1. Un monde de faits divers
La notion de " faits divers " à laquelle renvoie cette discontinuité devient la catégorie essentielle pour comprendre le bouillon de culture dans lequel nous baignons grâce à la télévision, un bouillon soigneusement malaxé puis filtré pour que les germes d'esprit critique ou de non conformisme ne s'y développent pas facilement.
a) Le spectacle du monde
" La télévision (beaucoup plus que les
journaux),
écrit Pierre Bourdieu dans l'ouvrage
précité
, propose une vision de plus en plus
dépolitisée, aseptisée, incolore, du monde et elle
entraîne de plus en plus les journaux dans son glissement vers la
démagogie et la soumission aux contraintes commerciales...
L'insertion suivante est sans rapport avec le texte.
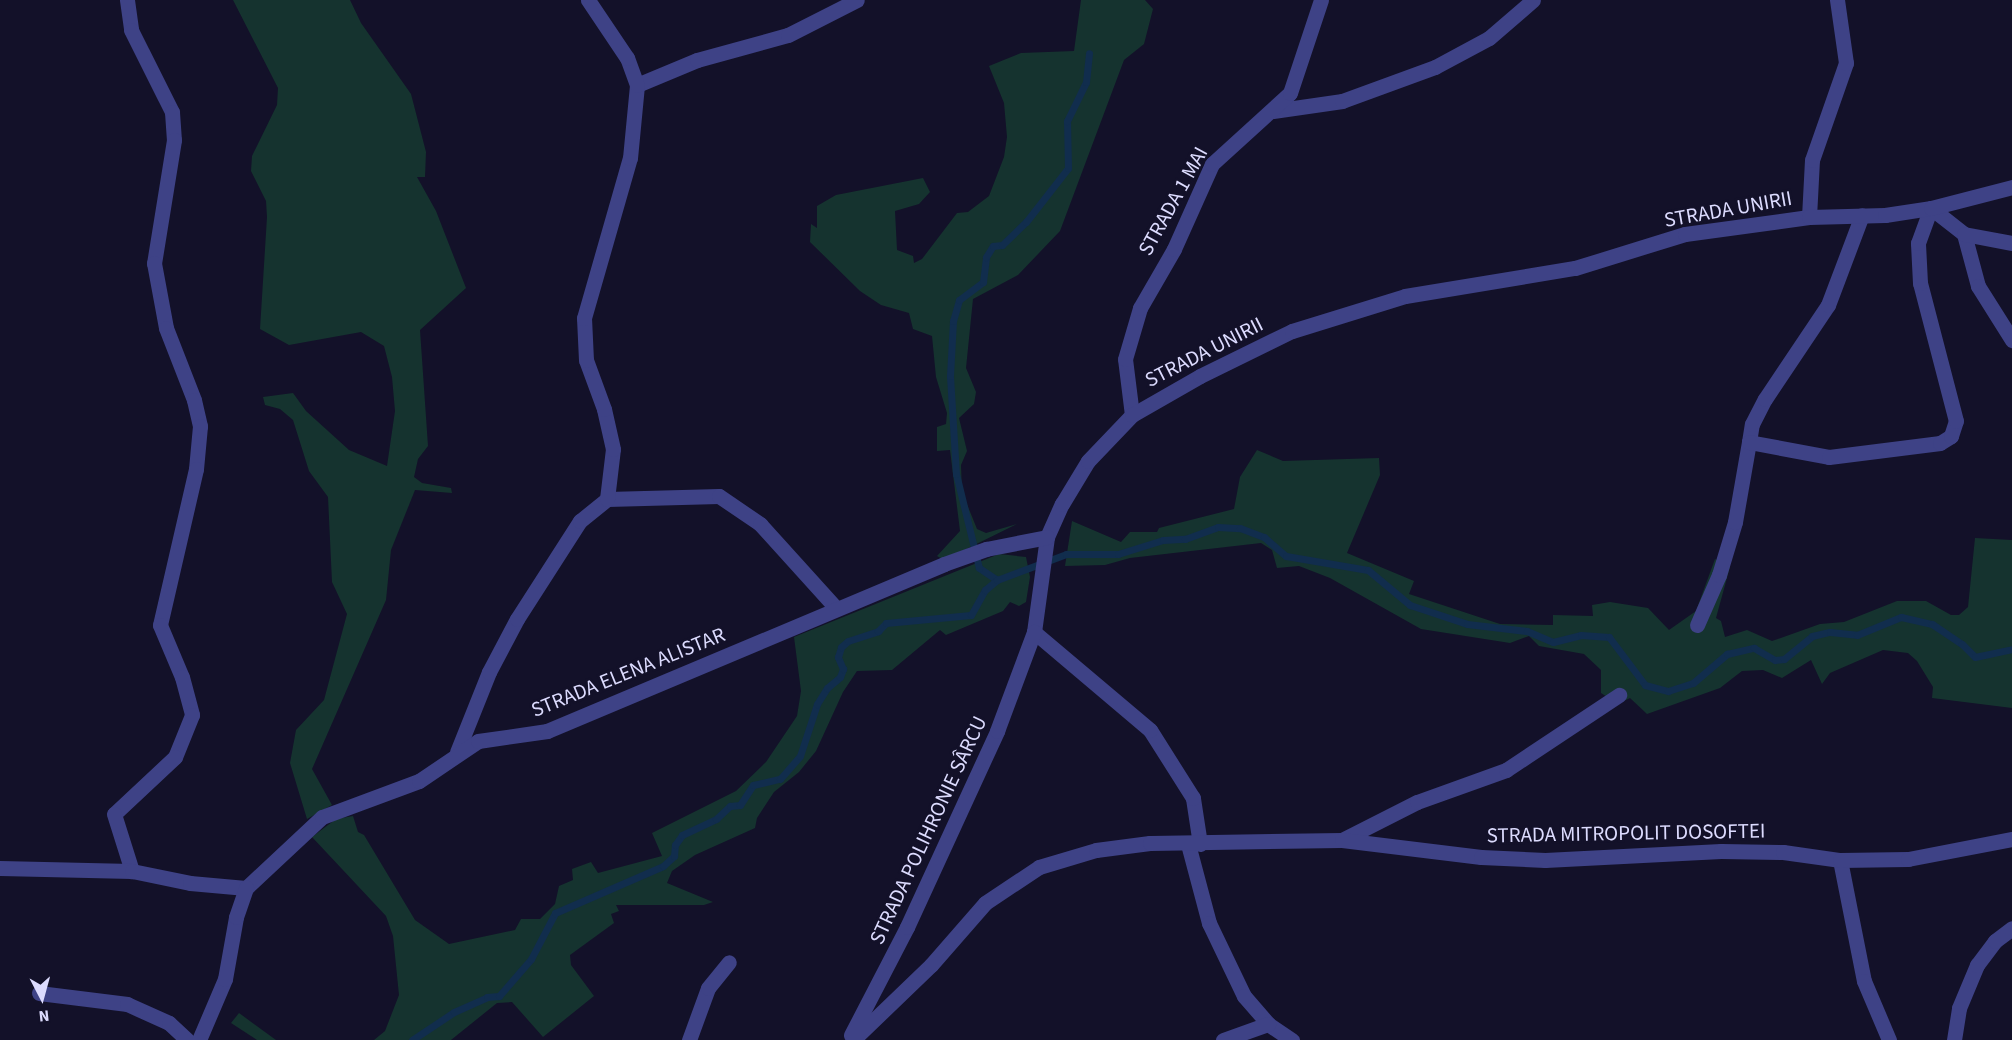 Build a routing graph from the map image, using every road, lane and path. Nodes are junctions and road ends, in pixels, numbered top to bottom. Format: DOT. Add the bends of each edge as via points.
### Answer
graph roads {
  1 [pos="127,0"];
  2 [pos="588,0"];
  3 [pos="857,0"];
  4 [pos="1321,0"];
  5 [pos="1533,0"];
  6 [pos="1837,0"];
  7 [pos="637,85"];
  8 [pos="1274,111"];
  9 [pos="2012,187"];
  10 [pos="1931,208"];
  11 [pos="1862,215"];
  12 [pos="1809,217"];
  13 [pos="1964,234"];
  14 [pos="2012,243"];
  15 [pos="2012,340"];
  16 [pos="1132,415"];
  17 [pos="1749,442"];
  18 [pos="607,499"];
  19 [pos="1047,537"];
  20 [pos="836,608"];
  21 [pos="1697,625"];
  22 [pos="1034,632"];
  23 [pos="1619,694"];
  24 [pos="457,752"];
  25 [pos="2012,839"];
  26 [pos="1342,840"];
  27 [pos="1194,844"];
  28 [pos="1840,860"];
  29 [pos="0,868"];
  30 [pos="132,871"];
  31 [pos="246,888"];
  32 [pos="2012,928"];
  33 [pos="729,962"];
  34 [pos="39,993"];
  35 [pos="1268,1024"];
  36 [pos="187,1040"];
  37 [pos="199,1040"];
  38 [pos="689,1040"];
  39 [pos="848,1040"];
  40 [pos="853,1040"];
  41 [pos="1223,1040"];
  42 [pos="1292,1040"];
  43 [pos="1889,1040"];
  44 [pos="1954,1040"];
  1 -- 30 [label="street" via="131,30 171,112 174,140 154,263 166,328 191,389 200,426 196,469 160,625 189,698 190,730 167,767 114,814"];
  2 -- 7 [label="street" via="627,58"];
  3 -- 7 [label="street" via="788,35 697,60"];
  4 -- 8 [label="street, STRADA 1 MAI" via="1299,73 1290,93"];
  5 -- 8 [label="street" via="1489,38 1435,67 1342,101"];
  6 -- 12 [label="street, STRADA UNIRII" via="1846,63 1812,160"];
  7 -- 18 [label="street" via="630,158 584,318 586,360 613,449"];
  8 -- 16 [label="street, STRADA 1 MAI" via="1240,136 1212,164 1174,249 1140,308 1125,359"];
  9 -- 10 [label="street, STRADA UNIRII"];
  10 -- 11 [label="street, STRADA UNIRII"];
  10 -- 13 [label="street"];
  10 -- 17 [label="street" via="1918,243 1920,283 1956,421 1951,436 1940,443 1829,457"];
  11 -- 12 [label="street, STRADA UNIRII"];
  11 -- 17 [label="street" via="1828,305 1765,399 1752,424"];
  12 -- 16 [label="street, STRADA UNIRII" via="1684,234 1575,268 1405,296 1330,316 1200,376"];
  13 -- 14 [label="street"];
  13 -- 15 [label="street" via="1978,286"];
  16 -- 19 [label="street, STRADA UNIRII" via="1088,461"];
  17 -- 21 [label="street" via="1735,522 1719,575"];
  18 -- 20 [label="street" via="718,496 760,524"];
  18 -- 24 [label="street" via="580,521 517,619 489,672"];
  19 -- 20 [label="street, STRADA ELENA ALISTAR" via="986,549"];
  19 -- 22 [label="street, STRADA UNIRII"];
  20 -- 24 [label="street, STRADA ELENA ALISTAR" via="566,724 514,738 477,741"];
  22 -- 27 [label="street" via="1150,730 1193,798"];
  22 -- 39 [label="street, STRADA POLIHRONIE SÂRCU" via="997,731 903,937"];
  23 -- 26 [label="street, STRADA MITROPOLIT DOSOFTEI" via="1506,770 1417,802"];
  24 -- 31 [label="street, STRADA ELENA ALISTAR" via="419,781 321,818"];
  25 -- 28 [label="street, STRADA MITROPOLIT DOSOFTEI" via="1908,859"];
  26 -- 27 [label="street, STRADA MITROPOLIT DOSOFTEI"];
  26 -- 28 [label="street, STRADA MITROPOLIT DOSOFTEI" via="1534,860 1721,851 1783,852"];
  27 -- 35 [label="street" via="1209,923 1244,996"];
  27 -- 40 [label="street, STRADA MITROPOLIT DOSOFTEI" via="1150,843 1096,850 1039,867 985,903 931,965"];
  28 -- 43 [label="street" via="1864,981"];
  29 -- 30 [label="street"];
  30 -- 31 [label="street" via="190,883"];
  31 -- 37 [label="street" via="236,917 225,979"];
  32 -- 44 [label="street" via="1995,941 1972,975 1959,1008"];
  33 -- 38 [label="street" via="708,988"];
  34 -- 36 [label="street" via="127,1004 170,1023"];
  35 -- 41 [label="street"];
  35 -- 42 [label="street"];
}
" Les familles princières et royales de Monaco, d'Angleterre, et
d'ailleurs vont être conservées comme des sortes de
réservoirs inépuisables de sujets de soap operas et de
telenovelas. En tout cas, il est clair que le grand happening auquel la mort de
Lady Diana a donné lieu s'inscrit bien dans la série des
spectacles qui font l'enchantement de la petite bourgeoisie d'Angleterre et
d'ailleurs, grandes comédies musicales du type de Evita ou Jésus
Christ Superstar, nés du maigre du mélodrame et des effets
spéciaux de haute technologie, feuilletons
télévisés larmoyants, films sentimentaux, romans de gare
à grand tirage, musique pop un peu facile, divertissements dits
familiaux, bref tous ces produits de l'industrie culturelle que
déversent à longueur de journée des
télévisions et des radios conformistes et cyniques et qui
réunissent le moralisme larmoyant des Églises et le conservatisme
esthétique du divertissement bourgeois."
b) Le prisme du microcosme
Le monde
est filtré par le microcosme médiatique. Celui-ci a sa
façon de percevoir la réalité, de l'analyser, de la
découper en brèves séquences qui par leur succession
contribuent à cette impression de discontinuité mais finalement
aussi de nivellement dans la nébuleuse des faits divers. Là
encore Pierre Bourdieu démonte en sociologue, à la fois
universitaire et critique, la logique médiatique :
" Les journalistes ont des " lunettes " particulières
à partir desquelles ils voient certaines choses et pas d'autres, et
voient d'une certaine manière les choses qu'ils voient. Ils
opèrent une sélection et une construction de ce qui est
sélectionné.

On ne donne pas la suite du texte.